S&P Global Platts calculations reveal that Nigeria and other members of the Organisation of Petroleum Exporting Countries(OPEC) slashed their combined crude output in June to a three-decade low.
The 13-member group pumped 22.31 million barrels per day, its lowest collective output since September 1990 when the launch of the first Gulf War nearly wiped out crude oil production in Iraq and Kuwait, the survey found.
In a bid to tighten the oil market in its emergence from the depths of the coronavirus crisis, the alliance, known as OPEC+, delivered 106 percent of its committed production cuts, according to Platts calculations, a rise from May’s 85 percent.
The combined output of the 20 OPEC and non-OPEC countries with quotas under the deal was 10.32 million bpd below their late 2018 reference levels, meaning the coalition took more than 10 percent of pre-pandemic oil supply off the market.

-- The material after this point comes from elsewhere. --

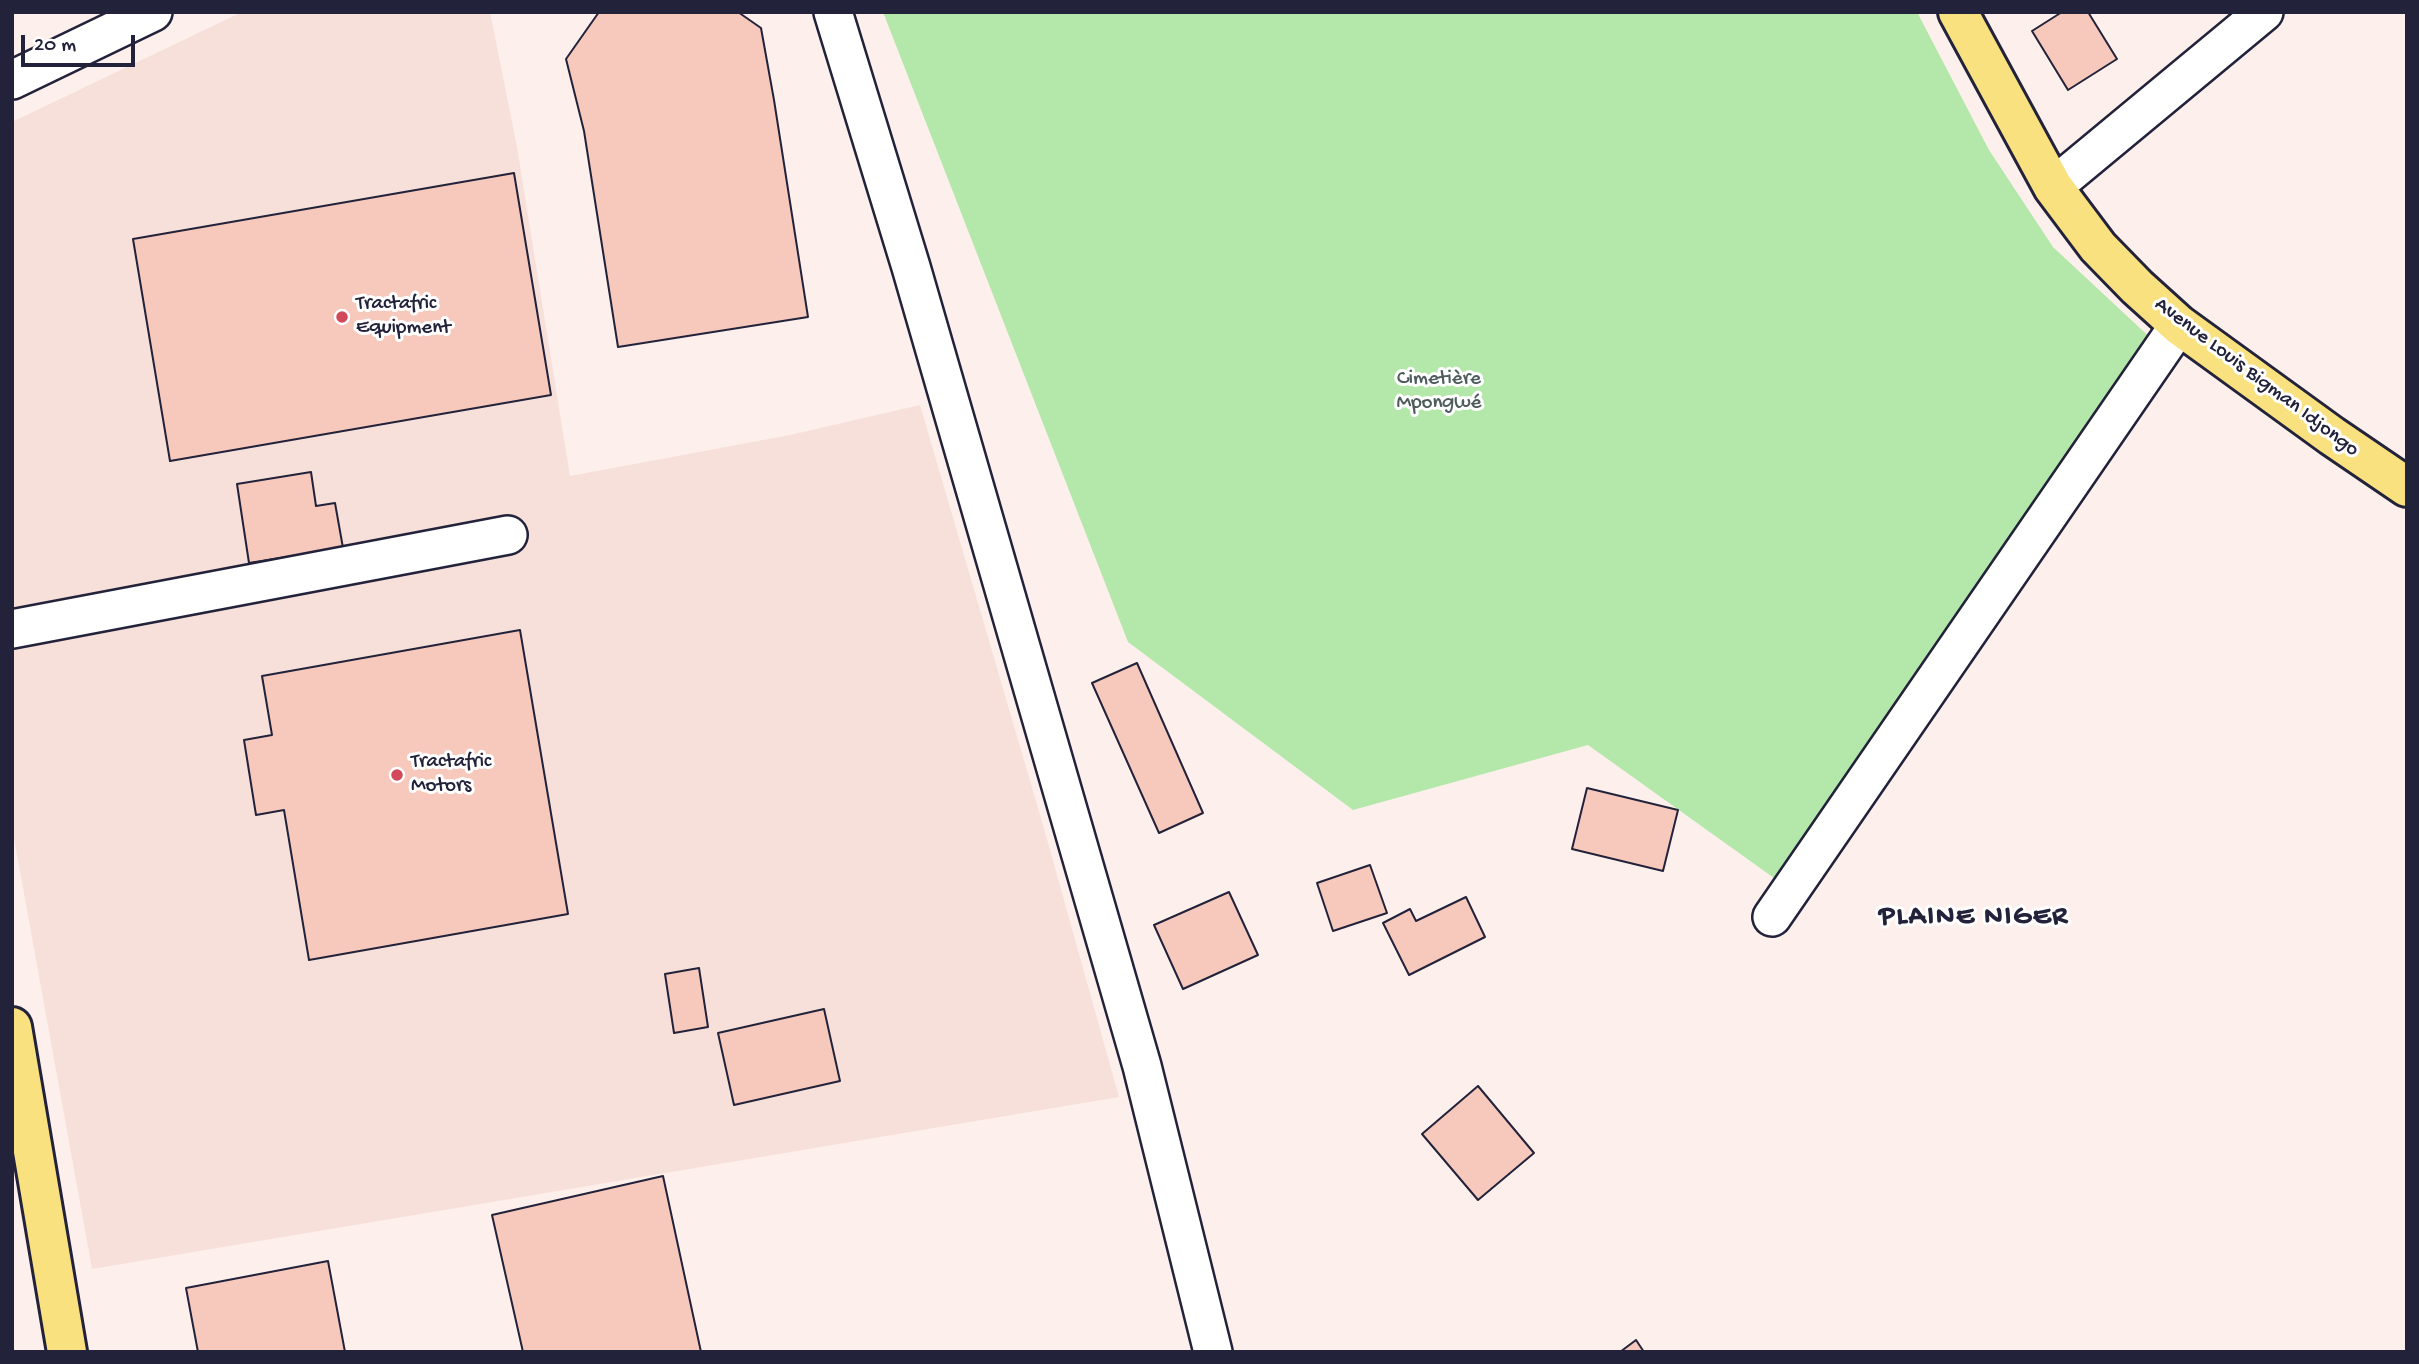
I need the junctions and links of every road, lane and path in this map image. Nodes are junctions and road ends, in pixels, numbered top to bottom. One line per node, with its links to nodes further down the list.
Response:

The drastic cuts demonstrate how urgently OPEC+ members, who depend greatly on oil revenues to fund their budgets, are striving to prevent another collapse in prices.
But as the global economy takes tentative steps to recovering from the coronavirus pandemic, driving increases in oil demand, some delegates have said they are expecting an easing of the quotas in August as scheduled, according to S&P Global Platts.